Two malicious npm packages have been found posing as legitimate utilities to silently install backdoors for complete production wipeout.
According to Socket research, the packages “express-api-sync” and “system-health-sync-api,” are designed for sabotage rather than financial gain or supply chain compromise, indicating a novel adversarial product for competition and state-level disruption.
“Published by npm user botsailer using email anupm019@gmail[.]com, both express-api-sync and system-health-sync-api secretly register hidden endpoints that, when triggered with the right credentials, execute file deletion commands that wipe out entire application directories,” said Socket researcher Kush Pandya.
DevSec teams and CISOs must set detection for the shared indicators of compromise (IOCs) and refer to the MITRE ATT&CK techniques to stay ahead of the abuse.
Packages posing as data sync and monitoring utilities
Of the two malicious packages seen, express-api-sync seems to pack a rather blunt punch, a data sync utility for databases on the Express applications. Express applications are web applications built using Express.js, a fast, minimalist web framework for Node.js.
Instead of the promised functionality, the package implements a single-purpose backdoor that waits for the kill command. “The package exports a function that returns standard Express middleware, making it blend into typical Node.js applications,” Pandya said in a blog post. “However, on the first HTTP request to ANY endpoint in your application, the malicious code springs into action.”

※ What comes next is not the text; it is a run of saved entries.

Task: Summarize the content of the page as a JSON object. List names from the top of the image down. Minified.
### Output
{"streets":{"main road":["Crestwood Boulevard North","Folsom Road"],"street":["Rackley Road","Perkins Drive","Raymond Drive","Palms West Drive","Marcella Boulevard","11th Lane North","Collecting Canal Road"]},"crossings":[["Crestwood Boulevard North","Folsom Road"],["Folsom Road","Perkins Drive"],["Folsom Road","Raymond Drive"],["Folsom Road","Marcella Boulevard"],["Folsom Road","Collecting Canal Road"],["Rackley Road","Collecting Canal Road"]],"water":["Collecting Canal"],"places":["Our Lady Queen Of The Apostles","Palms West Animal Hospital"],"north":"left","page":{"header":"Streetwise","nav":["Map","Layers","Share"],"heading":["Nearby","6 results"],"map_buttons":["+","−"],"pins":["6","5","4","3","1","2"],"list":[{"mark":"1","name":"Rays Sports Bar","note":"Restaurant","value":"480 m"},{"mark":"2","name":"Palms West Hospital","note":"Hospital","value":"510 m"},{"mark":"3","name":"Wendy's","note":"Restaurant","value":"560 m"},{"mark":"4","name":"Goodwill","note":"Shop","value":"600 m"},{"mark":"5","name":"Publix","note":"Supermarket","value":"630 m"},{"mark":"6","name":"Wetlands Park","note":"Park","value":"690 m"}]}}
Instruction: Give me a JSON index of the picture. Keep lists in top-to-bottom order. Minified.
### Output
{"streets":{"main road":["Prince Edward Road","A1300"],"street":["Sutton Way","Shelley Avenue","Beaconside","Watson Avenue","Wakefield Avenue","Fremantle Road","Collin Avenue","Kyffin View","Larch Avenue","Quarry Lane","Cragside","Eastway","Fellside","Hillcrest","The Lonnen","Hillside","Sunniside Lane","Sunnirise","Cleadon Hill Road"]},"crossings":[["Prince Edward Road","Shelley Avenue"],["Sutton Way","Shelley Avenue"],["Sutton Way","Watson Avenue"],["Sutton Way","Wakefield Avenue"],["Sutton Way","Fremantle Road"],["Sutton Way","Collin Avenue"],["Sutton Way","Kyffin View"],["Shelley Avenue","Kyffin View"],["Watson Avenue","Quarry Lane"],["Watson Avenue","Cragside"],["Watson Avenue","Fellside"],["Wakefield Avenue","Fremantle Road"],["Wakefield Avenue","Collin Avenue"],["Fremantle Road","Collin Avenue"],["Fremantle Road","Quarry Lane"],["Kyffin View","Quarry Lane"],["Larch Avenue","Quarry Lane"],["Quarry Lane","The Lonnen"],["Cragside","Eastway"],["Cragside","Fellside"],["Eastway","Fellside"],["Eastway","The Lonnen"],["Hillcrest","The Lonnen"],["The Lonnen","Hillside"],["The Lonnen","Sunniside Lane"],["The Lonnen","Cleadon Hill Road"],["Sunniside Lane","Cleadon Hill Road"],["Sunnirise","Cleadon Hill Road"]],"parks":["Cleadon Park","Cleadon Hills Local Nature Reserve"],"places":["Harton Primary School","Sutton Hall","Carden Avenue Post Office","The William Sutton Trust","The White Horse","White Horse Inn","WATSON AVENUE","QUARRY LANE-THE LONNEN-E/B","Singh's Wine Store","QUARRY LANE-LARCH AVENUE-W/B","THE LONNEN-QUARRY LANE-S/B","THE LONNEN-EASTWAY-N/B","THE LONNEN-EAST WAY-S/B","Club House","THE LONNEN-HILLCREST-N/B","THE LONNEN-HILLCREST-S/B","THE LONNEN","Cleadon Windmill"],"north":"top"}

Essentially, the code listens for a request containing a hardcoded key “DEFAULT_123” and, when triggered, executes a destructive rm-rf* command, deleting everything in the application’s root directory.
The second package, system-health-sync-api, is a little more stealthy and sophisticated, Pandya added. Masquerading as a system monitoring tool, it collects environment and system data, and exposes multiple undocumented HTTP endpoints such as /rm-rf-me and /destroy-host that, when hit, execute system-wiping commands.
The malicious monitoring package also exfiltrates execution details (like hostname, IP, CWD, environment hash) via email using hardcoded SMTP credentials, enabling attackers to track successful deployments.
Smart and fail-safe command and control
The ‘monitoring’ malicious package is designed to auto-detect the host OS–Unix or Windows–and the server framework (Express, Fastify, or native HTTP). It registers OS-specific destructive routes that execute file-system wipes regardless of the environment.
Additionally, to increase reliability, the malware exposes three backdoor endpoints: a default reconnaissance module, a primary destructive route, plus a secondary fallback. If one destruction endpoint is blocked or overlooked, the attacker can still trigger system destruction via an alternate route.
“Both destruction endpoints support dry-run mode for reconnaissance and include the same cross-platform deletion logic, but return different response formats to avoid detection patterns,” Pandya noted.
Socket analysis revealed middleware as the perfect target for this abuse, and to expect more attacks targeting framework-specific systems (Express, Fastify, Koa), packages that modify other packages at runtime, and security tools that may create vulnerabilities. npm abuses pile up as Socket keeps uncovering more malicious activity targeting the popular JavaScript package registry.
Most recently, it reported 60 npm packages stealing sensitive host and network information within just under two weeks they were live. This follows earlier findings of attackers abusing npm with typo-squatted packages laced with info-stealers and remote code execution payloads aimed at multi-language developers.